Sanitize all files in a directory
Von Carsten
Today I wanted to finally clean up several backup copies of my music. Over the years I copied the files from device to device, moving through multiple generations of computers. I put the music into a Jungledisk backup, uploaded them to Amazon S3, copied them to my Drobo or just moved them from one harddisk to another, bigger harddisk. I even switched from Linux, to MacOS X, to Windows and am on a Debian machine once again. And my next plan is to use the new service Amazon Glacier to back it up again…
All of this moving did affect the files. The filenames are all over the place, prefixes and funny encodings, even some of the file extensions are no longer what they used to be.
A couple of months ago I started to write a bash script that should help with all the confusion. It should remove all funny characters from filenames, replace all the whitespaces with underscores and finally make it all lowercase. That is how I like my files! 😉
Today, I gave the script another try:
#!/bin/bash
#
# Sanitizes all files in the given path
# and makes them lowercase too.
#
# param 1: source directory
# param 2: target directory
shopt -s extglob;
# copy as default, you have to change this if you want to move files
MV=cp -v
#MV=mv -v
source="$1"
target="$2"
find ${source} -depth -type f -print | while read path
do
filename=$(basename "$path")
directory=$(dirname "$path")
# remove original path from target to avoid deep path in target directory
directory_clean=${directory#$source}
target="$(dirname "$target")/$(basename "$target")"
# remove invalid chars from directory/filename
directory_clean="${directory_clean//+([^[:alnum:]_-\.\/])/_}"
filename_clean="${filename//+([^[:alnum:]_-\.])/_}"

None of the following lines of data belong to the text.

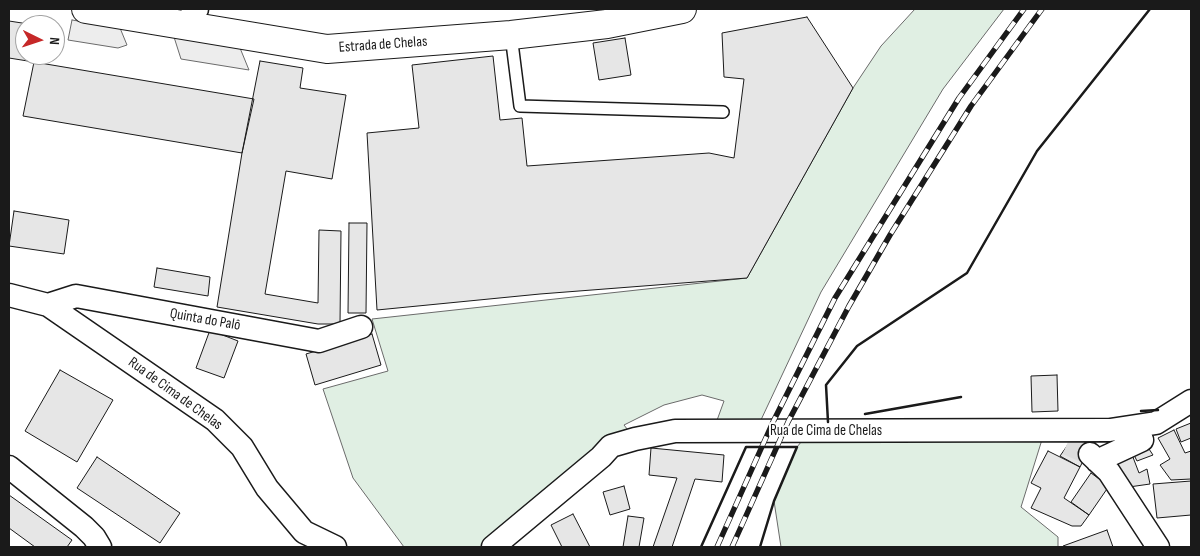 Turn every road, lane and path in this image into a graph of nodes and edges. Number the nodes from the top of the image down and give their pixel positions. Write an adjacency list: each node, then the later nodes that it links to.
1 (86, 9): 3 (main road, Estrada de Chelas)
2 (682, 9): 4 (main road, Estrada de Chelas)
3 (191, 17): 4 (main road, Estrada de Chelas)
4 (511, 35): 5 (lane)
5 (723, 112)
6 (9, 295): 7 (street, Rua de Cima de Chelas)
7 (48, 304): 8 (street, Quinta do Palô); 12 (street, Rua de Cima de Chelas)
8 (361, 327)
9 (1191, 401): 15 (street, Rua de Cima de Chelas)
10 (1142, 440): 16 (street)
11 (9, 467): 13 (street)
12 (302, 540): 14 (street, Rua de Cima de Chelas)
13 (100, 547)
14 (335, 547)
15 (493, 547)
16 (1158, 547) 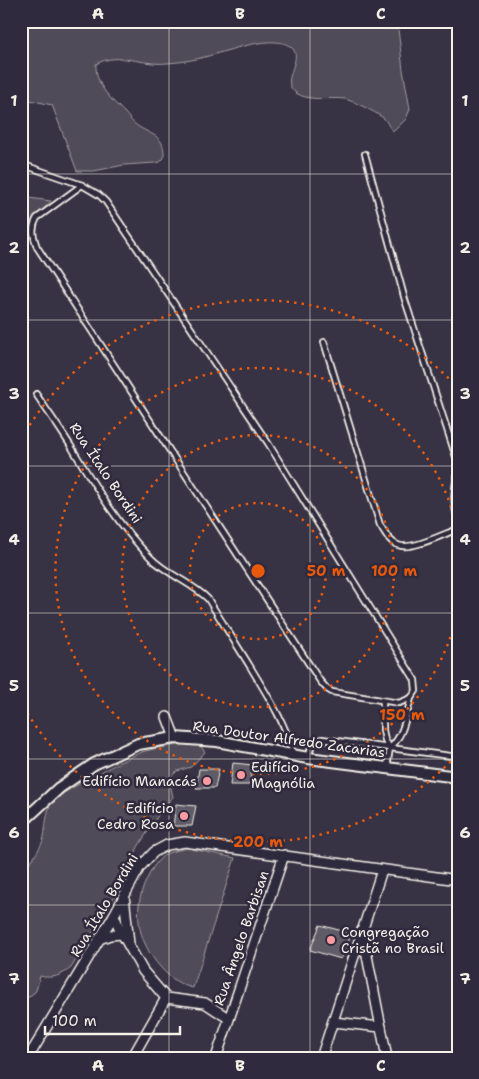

mkdir -vp "${target}/${directory_clean,,}"
${MV} "$directory/$filename" "${target}/${directory_clean,,}/${filename_clean,,}"
done
(If you don’t see the code, go to github.)
You can call the script like this:
cd /path/to/your/music
./sanitize.sh . /new/path/to/your/sanitized/music/
After the script worked for several hours your files should savely sit in the new directory, leaving the old files untouched. Then you can start going through all the directories and remove duplicate files manually.
You can clone the gist and modify it to your own needs. Just don’t ask me if something went wrong. 😀